» **TASK**
When scanning the data, count every line with "Ксении" in it, and report only the resulting number.

START EXERCISE INPUTS

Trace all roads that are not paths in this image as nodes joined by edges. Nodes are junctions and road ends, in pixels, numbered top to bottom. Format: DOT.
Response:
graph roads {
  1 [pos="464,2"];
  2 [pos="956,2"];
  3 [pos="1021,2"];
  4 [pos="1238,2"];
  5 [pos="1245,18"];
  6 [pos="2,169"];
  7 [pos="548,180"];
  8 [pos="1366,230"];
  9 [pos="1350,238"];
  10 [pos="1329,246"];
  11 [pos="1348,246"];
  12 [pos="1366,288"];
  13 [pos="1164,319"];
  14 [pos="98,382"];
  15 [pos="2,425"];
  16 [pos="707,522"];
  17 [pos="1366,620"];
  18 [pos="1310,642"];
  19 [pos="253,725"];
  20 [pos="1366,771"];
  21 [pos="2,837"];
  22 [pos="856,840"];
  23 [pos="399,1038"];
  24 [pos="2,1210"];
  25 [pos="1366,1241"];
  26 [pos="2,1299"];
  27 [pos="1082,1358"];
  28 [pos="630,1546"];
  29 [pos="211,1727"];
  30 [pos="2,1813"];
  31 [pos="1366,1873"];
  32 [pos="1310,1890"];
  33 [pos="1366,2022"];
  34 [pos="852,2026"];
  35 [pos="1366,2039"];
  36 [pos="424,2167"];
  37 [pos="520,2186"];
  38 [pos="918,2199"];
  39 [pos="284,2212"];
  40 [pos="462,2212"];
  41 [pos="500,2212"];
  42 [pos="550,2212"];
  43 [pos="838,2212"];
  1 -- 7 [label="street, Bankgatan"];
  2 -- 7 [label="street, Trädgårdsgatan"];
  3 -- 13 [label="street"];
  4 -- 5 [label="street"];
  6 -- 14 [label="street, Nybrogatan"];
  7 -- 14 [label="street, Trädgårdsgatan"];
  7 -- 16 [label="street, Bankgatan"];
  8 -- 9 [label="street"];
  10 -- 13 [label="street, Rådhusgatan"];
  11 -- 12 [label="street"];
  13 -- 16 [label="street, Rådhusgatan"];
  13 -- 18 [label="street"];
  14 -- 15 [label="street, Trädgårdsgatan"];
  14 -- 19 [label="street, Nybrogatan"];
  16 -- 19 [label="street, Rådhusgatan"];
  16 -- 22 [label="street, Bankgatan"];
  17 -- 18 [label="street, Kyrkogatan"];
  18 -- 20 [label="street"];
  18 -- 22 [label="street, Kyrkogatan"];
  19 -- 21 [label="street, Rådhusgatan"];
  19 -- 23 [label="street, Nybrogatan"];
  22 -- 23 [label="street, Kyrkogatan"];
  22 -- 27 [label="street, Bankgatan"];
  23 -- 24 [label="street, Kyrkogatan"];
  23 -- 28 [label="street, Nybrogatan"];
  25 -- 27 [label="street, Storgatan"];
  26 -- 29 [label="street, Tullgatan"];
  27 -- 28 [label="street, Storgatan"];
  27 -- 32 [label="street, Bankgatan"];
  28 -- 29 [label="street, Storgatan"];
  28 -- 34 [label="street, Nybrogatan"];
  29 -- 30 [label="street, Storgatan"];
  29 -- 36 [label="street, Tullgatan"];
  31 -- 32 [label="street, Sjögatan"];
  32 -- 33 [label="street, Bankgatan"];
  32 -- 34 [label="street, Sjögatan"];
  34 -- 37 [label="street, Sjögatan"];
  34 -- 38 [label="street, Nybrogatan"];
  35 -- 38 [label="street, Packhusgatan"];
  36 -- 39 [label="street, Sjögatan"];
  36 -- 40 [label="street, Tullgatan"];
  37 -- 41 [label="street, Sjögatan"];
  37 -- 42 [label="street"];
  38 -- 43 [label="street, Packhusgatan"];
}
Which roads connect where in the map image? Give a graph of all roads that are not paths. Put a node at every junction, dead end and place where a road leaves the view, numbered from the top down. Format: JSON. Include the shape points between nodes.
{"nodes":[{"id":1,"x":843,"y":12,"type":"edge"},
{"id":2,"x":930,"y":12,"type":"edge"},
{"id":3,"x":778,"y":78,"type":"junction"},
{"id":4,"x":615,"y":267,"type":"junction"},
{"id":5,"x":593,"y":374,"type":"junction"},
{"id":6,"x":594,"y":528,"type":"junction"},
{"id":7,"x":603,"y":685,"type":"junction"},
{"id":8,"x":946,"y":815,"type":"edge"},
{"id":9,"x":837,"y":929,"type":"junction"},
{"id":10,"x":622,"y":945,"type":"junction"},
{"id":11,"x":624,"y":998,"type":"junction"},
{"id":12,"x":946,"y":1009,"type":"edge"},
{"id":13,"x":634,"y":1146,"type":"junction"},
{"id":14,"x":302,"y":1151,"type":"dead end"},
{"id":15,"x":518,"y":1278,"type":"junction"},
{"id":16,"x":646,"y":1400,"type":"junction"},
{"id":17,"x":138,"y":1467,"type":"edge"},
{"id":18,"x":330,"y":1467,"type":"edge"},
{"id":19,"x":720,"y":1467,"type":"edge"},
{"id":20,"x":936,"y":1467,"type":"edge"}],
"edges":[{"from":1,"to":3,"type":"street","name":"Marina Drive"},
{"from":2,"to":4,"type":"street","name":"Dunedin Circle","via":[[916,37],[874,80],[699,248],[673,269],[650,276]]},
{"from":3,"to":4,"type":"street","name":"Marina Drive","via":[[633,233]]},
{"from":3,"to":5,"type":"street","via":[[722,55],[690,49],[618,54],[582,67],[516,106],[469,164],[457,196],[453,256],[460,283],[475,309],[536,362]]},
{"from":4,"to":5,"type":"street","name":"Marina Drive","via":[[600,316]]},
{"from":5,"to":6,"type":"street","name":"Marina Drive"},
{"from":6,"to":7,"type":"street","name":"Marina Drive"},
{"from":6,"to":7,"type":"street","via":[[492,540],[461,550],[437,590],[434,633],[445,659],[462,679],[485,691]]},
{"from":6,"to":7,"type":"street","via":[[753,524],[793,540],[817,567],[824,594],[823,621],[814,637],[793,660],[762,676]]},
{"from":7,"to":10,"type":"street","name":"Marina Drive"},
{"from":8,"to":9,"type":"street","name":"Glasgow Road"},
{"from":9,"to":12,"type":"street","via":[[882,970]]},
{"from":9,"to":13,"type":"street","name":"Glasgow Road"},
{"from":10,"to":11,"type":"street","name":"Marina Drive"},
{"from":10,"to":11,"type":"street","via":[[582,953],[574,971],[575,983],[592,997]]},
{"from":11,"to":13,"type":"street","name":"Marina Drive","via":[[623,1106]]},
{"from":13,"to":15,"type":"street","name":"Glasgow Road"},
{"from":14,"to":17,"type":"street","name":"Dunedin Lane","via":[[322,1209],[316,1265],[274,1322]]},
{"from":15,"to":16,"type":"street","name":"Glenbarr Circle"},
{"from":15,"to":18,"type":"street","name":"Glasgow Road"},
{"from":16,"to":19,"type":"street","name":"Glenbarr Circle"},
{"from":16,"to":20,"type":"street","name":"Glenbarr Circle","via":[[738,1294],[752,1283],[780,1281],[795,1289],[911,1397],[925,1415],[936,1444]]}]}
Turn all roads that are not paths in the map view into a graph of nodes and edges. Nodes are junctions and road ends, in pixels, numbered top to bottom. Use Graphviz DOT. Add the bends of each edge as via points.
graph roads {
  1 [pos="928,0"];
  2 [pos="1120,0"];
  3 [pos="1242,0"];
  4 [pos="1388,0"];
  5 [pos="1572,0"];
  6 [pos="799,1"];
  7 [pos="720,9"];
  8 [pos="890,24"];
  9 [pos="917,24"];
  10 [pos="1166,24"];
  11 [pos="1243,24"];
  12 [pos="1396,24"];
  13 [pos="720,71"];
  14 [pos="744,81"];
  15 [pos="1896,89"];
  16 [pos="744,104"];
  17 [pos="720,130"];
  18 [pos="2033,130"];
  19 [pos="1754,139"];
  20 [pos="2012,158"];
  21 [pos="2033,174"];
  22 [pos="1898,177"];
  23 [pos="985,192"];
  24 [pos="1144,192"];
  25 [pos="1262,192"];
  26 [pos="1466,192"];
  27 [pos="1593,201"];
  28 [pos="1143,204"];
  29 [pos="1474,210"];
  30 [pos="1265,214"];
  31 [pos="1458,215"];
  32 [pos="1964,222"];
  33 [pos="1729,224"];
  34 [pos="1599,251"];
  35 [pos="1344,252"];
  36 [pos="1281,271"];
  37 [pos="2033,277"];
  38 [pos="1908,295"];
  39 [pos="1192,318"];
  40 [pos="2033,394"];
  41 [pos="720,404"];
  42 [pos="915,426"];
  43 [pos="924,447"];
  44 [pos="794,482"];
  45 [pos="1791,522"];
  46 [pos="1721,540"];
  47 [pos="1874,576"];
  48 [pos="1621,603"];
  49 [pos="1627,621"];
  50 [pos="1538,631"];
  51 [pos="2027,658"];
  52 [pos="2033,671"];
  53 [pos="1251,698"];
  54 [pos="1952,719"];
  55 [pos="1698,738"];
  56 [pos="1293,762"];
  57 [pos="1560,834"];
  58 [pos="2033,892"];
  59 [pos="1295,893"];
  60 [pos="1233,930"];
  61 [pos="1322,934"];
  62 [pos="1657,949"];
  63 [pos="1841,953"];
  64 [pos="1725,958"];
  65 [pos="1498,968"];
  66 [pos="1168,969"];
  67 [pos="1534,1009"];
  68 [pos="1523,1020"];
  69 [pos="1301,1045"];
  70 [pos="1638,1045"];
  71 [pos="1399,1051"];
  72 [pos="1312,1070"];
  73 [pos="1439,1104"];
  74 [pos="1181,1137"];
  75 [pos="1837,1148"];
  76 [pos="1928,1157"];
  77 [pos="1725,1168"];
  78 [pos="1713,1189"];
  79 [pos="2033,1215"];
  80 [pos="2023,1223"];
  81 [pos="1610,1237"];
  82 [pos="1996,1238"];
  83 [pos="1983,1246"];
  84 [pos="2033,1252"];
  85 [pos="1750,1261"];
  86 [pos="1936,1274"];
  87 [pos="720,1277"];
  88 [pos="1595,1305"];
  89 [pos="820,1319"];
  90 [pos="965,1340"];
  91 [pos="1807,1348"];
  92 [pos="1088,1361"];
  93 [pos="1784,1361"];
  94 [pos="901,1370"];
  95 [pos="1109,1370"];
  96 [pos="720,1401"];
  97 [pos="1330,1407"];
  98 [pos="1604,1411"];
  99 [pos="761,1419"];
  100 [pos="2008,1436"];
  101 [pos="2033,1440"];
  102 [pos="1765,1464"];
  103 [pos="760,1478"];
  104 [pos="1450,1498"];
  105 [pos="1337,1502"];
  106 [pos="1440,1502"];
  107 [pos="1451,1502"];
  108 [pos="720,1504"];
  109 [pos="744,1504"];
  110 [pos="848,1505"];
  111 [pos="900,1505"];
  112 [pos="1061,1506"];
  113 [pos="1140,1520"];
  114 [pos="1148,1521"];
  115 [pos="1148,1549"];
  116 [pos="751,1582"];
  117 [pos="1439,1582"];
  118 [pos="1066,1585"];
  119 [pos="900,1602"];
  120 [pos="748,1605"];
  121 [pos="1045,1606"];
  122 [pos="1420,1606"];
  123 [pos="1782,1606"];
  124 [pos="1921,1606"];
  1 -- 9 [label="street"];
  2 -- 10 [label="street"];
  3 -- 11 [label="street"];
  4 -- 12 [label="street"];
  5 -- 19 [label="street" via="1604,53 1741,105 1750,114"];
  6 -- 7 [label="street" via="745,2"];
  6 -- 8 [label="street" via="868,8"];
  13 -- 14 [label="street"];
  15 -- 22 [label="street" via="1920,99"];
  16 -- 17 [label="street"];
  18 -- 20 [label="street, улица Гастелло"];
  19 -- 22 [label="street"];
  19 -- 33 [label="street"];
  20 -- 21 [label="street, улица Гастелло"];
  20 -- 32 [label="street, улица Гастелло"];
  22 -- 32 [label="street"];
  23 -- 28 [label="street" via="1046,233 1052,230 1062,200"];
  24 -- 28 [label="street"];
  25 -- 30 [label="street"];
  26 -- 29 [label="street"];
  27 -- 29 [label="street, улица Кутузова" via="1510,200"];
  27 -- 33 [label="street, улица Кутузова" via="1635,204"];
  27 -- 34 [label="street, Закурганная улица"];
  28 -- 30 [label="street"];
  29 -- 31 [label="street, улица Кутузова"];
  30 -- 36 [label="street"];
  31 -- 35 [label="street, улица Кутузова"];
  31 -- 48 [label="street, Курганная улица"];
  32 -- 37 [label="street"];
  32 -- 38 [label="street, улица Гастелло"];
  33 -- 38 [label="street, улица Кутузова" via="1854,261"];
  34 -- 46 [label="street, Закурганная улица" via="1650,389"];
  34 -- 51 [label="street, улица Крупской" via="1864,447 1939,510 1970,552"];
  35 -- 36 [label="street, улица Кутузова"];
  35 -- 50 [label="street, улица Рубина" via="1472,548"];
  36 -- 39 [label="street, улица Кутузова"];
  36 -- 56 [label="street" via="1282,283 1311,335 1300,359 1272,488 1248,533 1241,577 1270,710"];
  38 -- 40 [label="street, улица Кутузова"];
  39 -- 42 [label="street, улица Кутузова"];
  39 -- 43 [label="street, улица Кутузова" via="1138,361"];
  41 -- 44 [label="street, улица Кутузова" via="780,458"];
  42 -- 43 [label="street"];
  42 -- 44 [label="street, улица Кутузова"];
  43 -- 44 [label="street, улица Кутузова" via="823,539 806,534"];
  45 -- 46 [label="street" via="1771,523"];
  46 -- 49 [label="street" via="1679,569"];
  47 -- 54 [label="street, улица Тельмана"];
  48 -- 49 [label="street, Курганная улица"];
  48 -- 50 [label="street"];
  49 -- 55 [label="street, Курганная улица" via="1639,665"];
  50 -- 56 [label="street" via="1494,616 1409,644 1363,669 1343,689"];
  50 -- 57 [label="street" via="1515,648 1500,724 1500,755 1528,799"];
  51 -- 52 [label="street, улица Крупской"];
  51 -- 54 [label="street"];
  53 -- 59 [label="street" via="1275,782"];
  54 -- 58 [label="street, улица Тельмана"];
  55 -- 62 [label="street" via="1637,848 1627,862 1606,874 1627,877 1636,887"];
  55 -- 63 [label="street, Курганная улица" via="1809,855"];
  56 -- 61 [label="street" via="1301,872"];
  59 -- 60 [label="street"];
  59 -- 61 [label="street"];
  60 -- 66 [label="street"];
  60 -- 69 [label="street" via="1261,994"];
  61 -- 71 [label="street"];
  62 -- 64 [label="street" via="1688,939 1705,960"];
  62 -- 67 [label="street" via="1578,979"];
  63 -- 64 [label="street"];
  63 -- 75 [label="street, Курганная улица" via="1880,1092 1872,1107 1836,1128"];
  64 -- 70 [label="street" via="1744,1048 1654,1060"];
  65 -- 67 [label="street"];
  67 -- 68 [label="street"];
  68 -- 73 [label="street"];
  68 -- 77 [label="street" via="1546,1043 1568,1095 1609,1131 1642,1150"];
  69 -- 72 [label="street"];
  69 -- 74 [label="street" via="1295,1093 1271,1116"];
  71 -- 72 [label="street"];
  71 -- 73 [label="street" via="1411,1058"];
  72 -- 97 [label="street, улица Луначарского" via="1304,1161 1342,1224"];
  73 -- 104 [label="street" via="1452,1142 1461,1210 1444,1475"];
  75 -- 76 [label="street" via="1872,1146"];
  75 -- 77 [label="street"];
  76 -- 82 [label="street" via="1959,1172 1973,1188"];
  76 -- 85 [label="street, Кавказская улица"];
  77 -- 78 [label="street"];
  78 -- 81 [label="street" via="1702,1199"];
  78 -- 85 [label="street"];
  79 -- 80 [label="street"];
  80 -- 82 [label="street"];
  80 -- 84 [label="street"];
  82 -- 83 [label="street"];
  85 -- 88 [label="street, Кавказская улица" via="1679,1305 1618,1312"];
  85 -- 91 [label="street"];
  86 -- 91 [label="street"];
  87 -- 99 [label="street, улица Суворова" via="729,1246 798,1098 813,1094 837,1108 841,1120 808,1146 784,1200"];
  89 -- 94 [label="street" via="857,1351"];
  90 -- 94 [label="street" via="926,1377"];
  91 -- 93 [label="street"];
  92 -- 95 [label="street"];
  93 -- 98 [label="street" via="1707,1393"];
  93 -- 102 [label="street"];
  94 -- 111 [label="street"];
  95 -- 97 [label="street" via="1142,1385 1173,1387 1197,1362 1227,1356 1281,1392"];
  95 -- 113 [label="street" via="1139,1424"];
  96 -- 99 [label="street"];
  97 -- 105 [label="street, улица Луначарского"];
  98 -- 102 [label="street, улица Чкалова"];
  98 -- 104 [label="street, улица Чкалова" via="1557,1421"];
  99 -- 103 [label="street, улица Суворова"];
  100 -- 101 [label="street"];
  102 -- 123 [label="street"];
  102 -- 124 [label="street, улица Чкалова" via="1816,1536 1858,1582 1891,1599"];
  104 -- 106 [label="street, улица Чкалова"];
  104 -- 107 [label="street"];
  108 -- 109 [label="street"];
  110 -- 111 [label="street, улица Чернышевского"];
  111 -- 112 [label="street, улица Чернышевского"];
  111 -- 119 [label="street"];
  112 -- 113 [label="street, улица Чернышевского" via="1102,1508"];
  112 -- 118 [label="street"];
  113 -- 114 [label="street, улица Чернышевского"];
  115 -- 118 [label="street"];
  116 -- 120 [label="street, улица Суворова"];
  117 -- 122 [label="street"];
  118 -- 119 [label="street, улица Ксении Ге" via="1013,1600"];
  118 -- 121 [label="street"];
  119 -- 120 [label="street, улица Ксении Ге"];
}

END EXERCISE INPUTS

» **SOLUTION**
2